===== Data excerpts =====
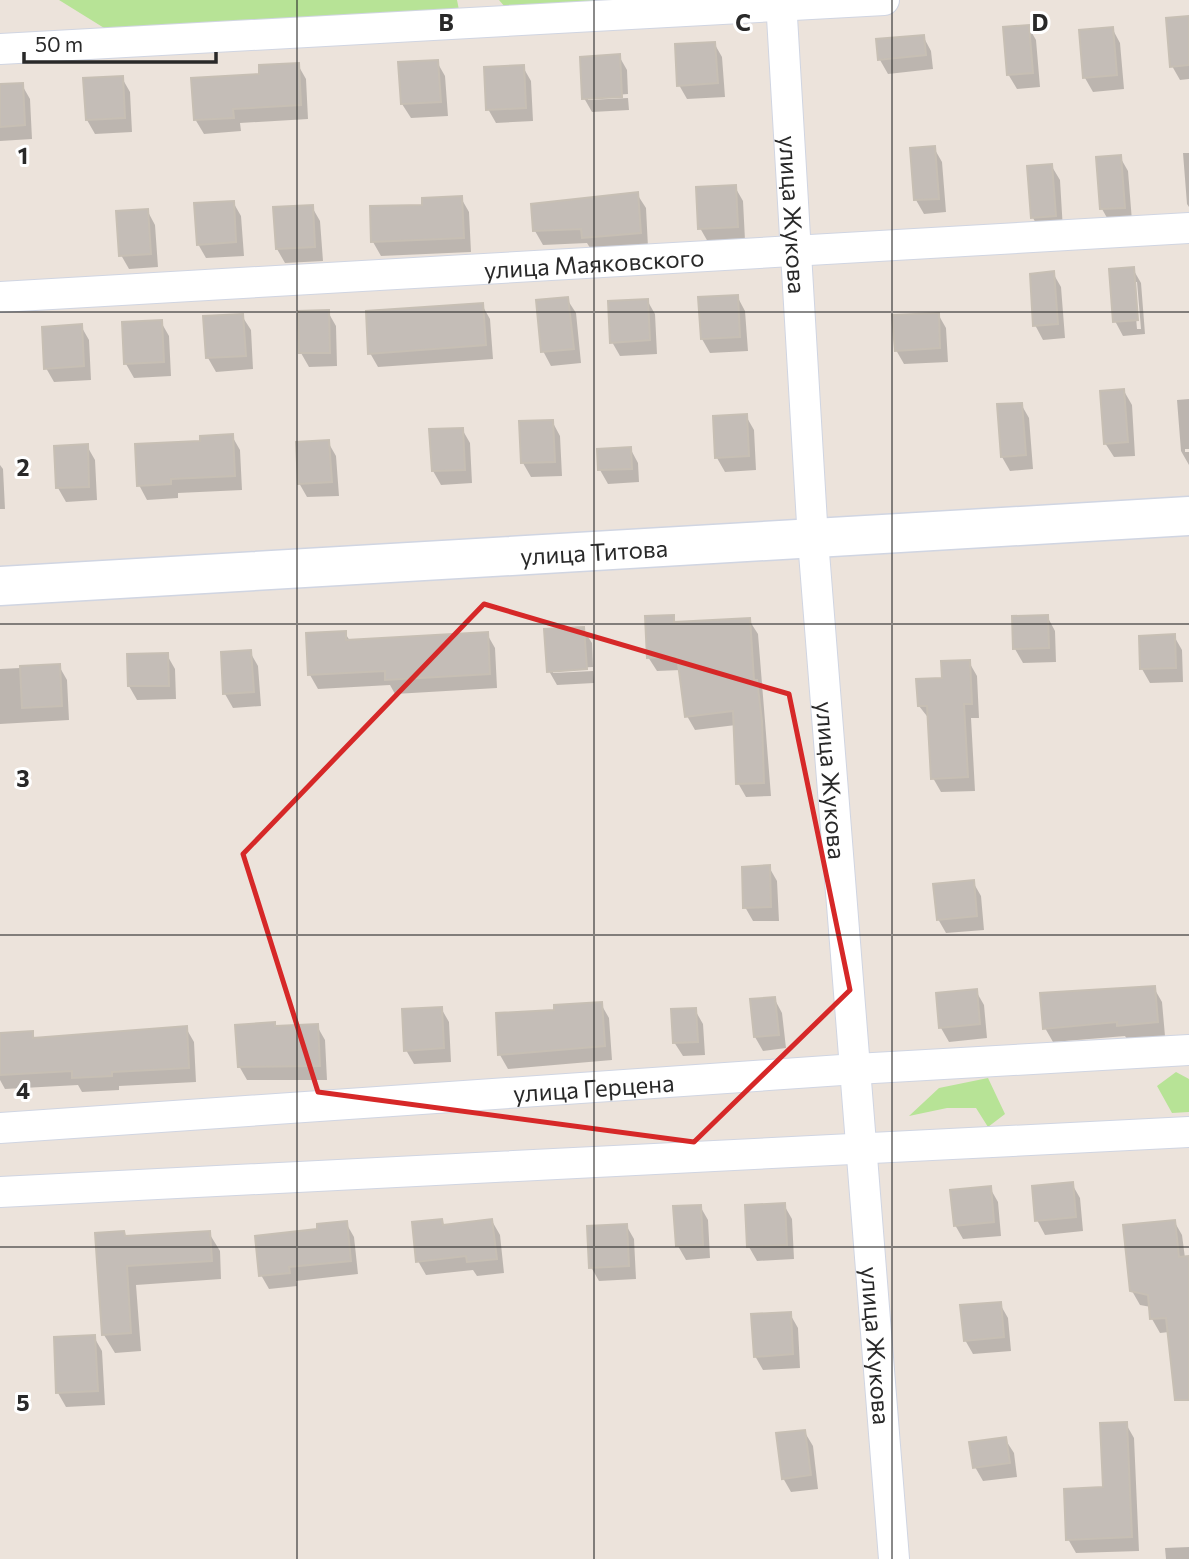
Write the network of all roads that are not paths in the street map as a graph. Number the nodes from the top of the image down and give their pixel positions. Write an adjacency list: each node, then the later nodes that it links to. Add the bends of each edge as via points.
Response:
1 (884, 0): 2 (street)
2 (781, 3): 3 (street); 5 (street, улица Жукова)
3 (0, 49)
4 (1189, 228): 5 (street, улица Маяковского)
5 (797, 252): 6 (street, улица Маяковского); 8 (street, улица Жукова)
6 (0, 297)
7 (1189, 516): 8 (main road, улица Титова)
8 (813, 540): 9 (main road, улица Титова); 11 (street, улица Жукова)
9 (0, 586)
10 (1189, 1050): 11 (street, улица Герцена)
11 (856, 1069): 12 (street, улица Герцена); 14 (street, улица Жукова)
12 (0, 1128)
13 (1189, 1132): 14 (street)
14 (862, 1150): 15 (street); 16 (street, улица Жукова)
15 (0, 1192)
16 (894, 1559)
=====
What you are asked to do: With the pictures removed, please retype each record exactly.

Answer to the exercise:
Write the network of all roads that are not paths in the street map as a graph. Number the nodes from the top of the image down and give their pixel positions. Write an adjacency list: each node, then the later nodes that it links to. Add the bends of each edge as via points.
Response:
1 (884, 0): 2 (street)
2 (781, 3): 3 (street); 5 (street, улица Жукова)
3 (0, 49)
4 (1189, 228): 5 (street, улица Маяковского)
5 (797, 252): 6 (street, улица Маяковского); 8 (street, улица Жукова)
6 (0, 297)
7 (1189, 516): 8 (main road, улица Титова)
8 (813, 540): 9 (main road, улица Титова); 11 (street, улица Жукова)
9 (0, 586)
10 (1189, 1050): 11 (street, улица Герцена)
11 (856, 1069): 12 (street, улица Герцена); 14 (street, улица Жукова)
12 (0, 1128)
13 (1189, 1132): 14 (street)
14 (862, 1150): 15 (street); 16 (street, улица Жукова)
15 (0, 1192)
16 (894, 1559)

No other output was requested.